## Exercise
Return each record verbatim, images excluded.

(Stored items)
>>>

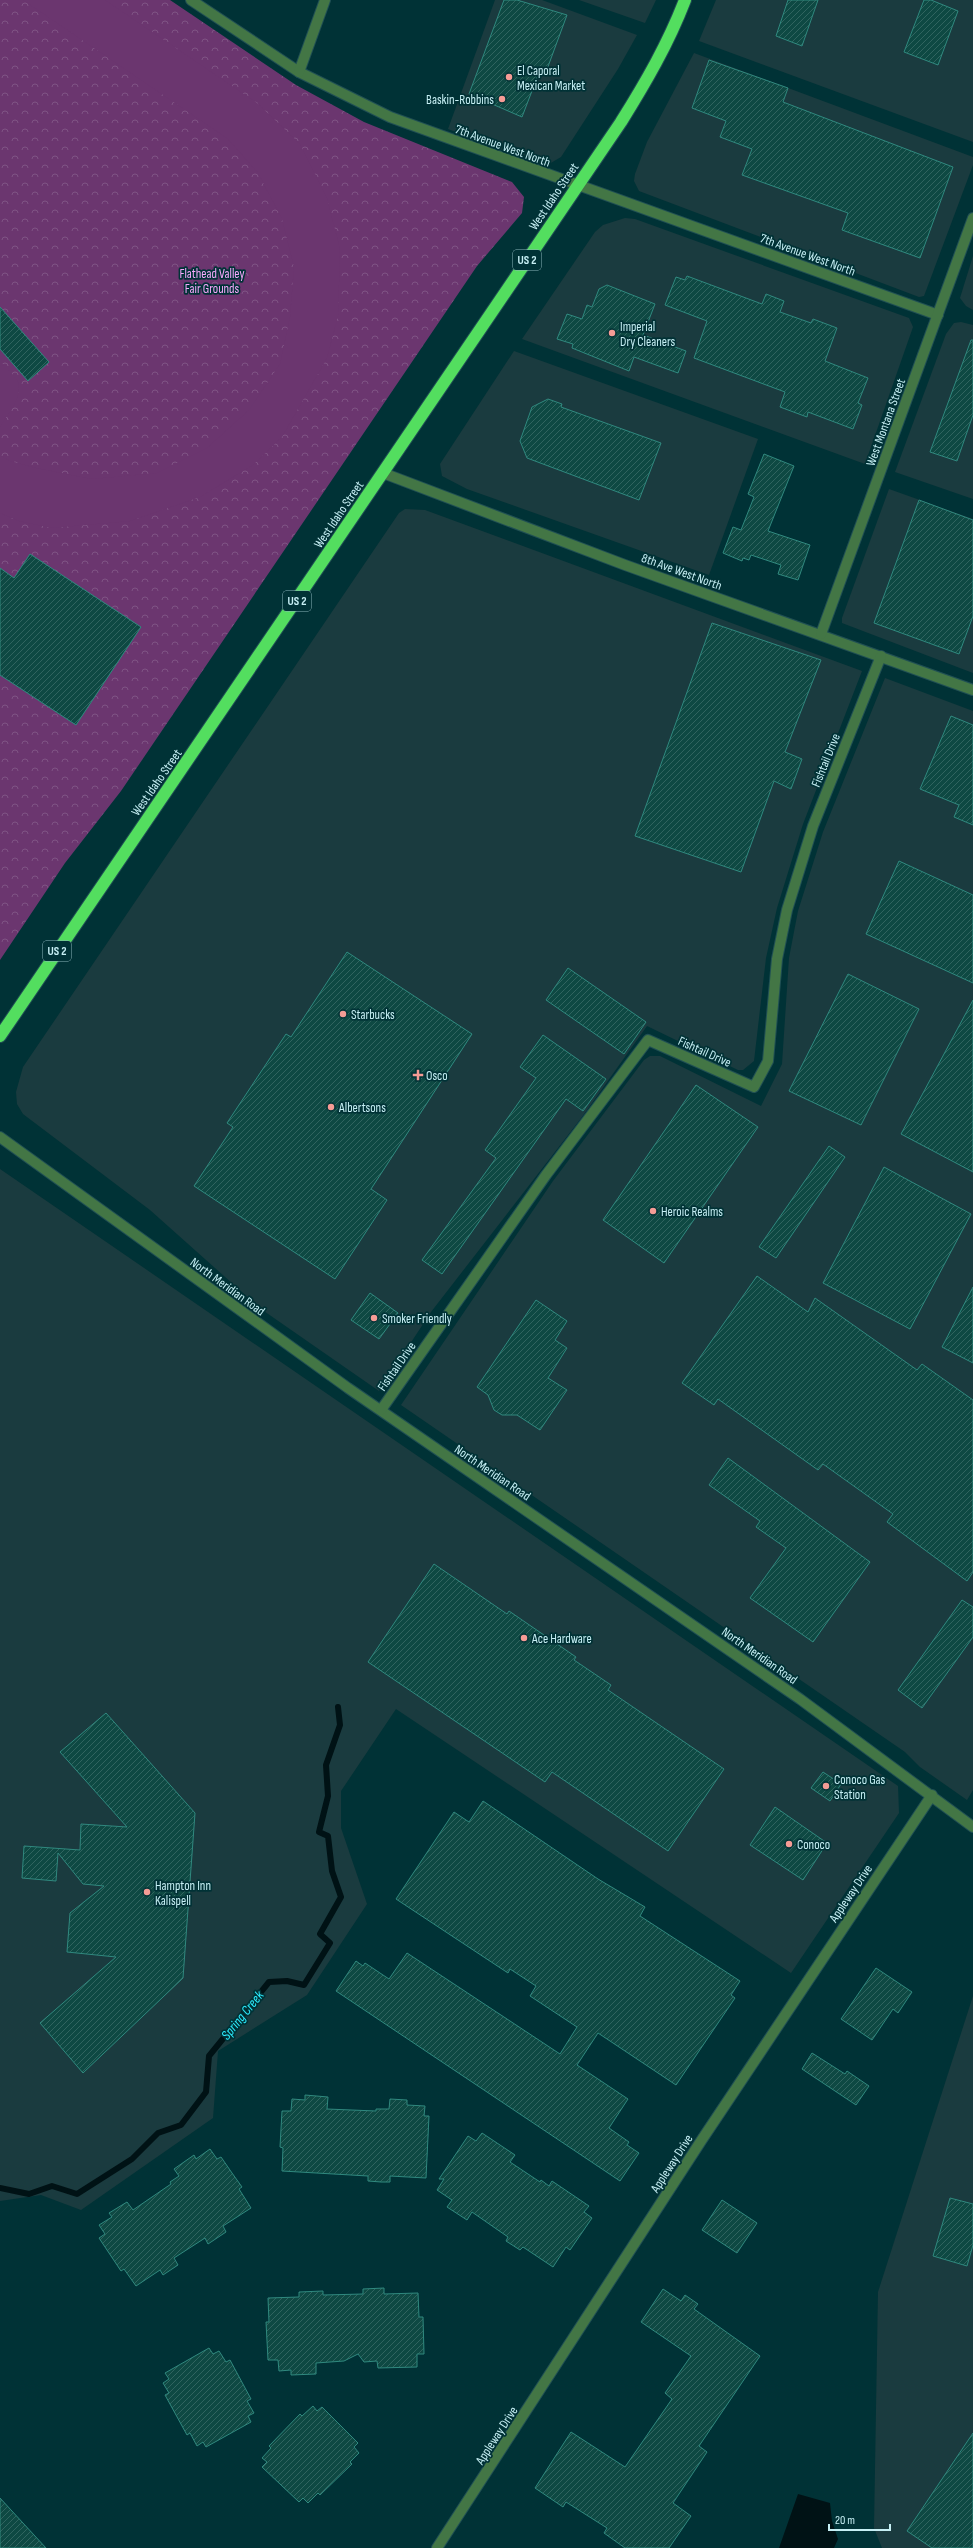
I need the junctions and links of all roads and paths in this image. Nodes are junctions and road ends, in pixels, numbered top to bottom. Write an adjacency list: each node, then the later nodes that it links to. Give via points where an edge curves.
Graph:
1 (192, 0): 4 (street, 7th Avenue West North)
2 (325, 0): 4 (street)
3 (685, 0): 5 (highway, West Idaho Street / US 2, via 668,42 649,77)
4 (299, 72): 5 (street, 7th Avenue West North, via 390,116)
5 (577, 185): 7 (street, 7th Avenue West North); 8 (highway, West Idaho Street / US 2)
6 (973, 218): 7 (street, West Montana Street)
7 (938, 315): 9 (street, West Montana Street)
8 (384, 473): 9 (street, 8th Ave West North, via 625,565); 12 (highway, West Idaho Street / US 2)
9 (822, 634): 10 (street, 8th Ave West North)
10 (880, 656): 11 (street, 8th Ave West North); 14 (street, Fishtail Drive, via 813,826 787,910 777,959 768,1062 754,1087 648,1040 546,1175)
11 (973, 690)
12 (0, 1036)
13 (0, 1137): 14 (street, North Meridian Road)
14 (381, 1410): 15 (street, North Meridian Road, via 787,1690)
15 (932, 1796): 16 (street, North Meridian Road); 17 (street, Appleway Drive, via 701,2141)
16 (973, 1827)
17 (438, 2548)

<<<

## Answer for this exercise
I need the junctions and links of all roads and paths in this image. Nodes are junctions and road ends, in pixels, numbered top to bottom. Write an adjacency list: each node, then the later nodes that it links to. Give via points where an edge curves.
Graph:
1 (192, 0): 4 (street, 7th Avenue West North)
2 (325, 0): 4 (street)
3 (685, 0): 5 (highway, West Idaho Street / US 2, via 668,42 649,77)
4 (299, 72): 5 (street, 7th Avenue West North, via 390,116)
5 (577, 185): 7 (street, 7th Avenue West North); 8 (highway, West Idaho Street / US 2)
6 (973, 218): 7 (street, West Montana Street)
7 (938, 315): 9 (street, West Montana Street)
8 (384, 473): 9 (street, 8th Ave West North, via 625,565); 12 (highway, West Idaho Street / US 2)
9 (822, 634): 10 (street, 8th Ave West North)
10 (880, 656): 11 (street, 8th Ave West North); 14 (street, Fishtail Drive, via 813,826 787,910 777,959 768,1062 754,1087 648,1040 546,1175)
11 (973, 690)
12 (0, 1036)
13 (0, 1137): 14 (street, North Meridian Road)
14 (381, 1410): 15 (street, North Meridian Road, via 787,1690)
15 (932, 1796): 16 (street, North Meridian Road); 17 (street, Appleway Drive, via 701,2141)
16 (973, 1827)
17 (438, 2548)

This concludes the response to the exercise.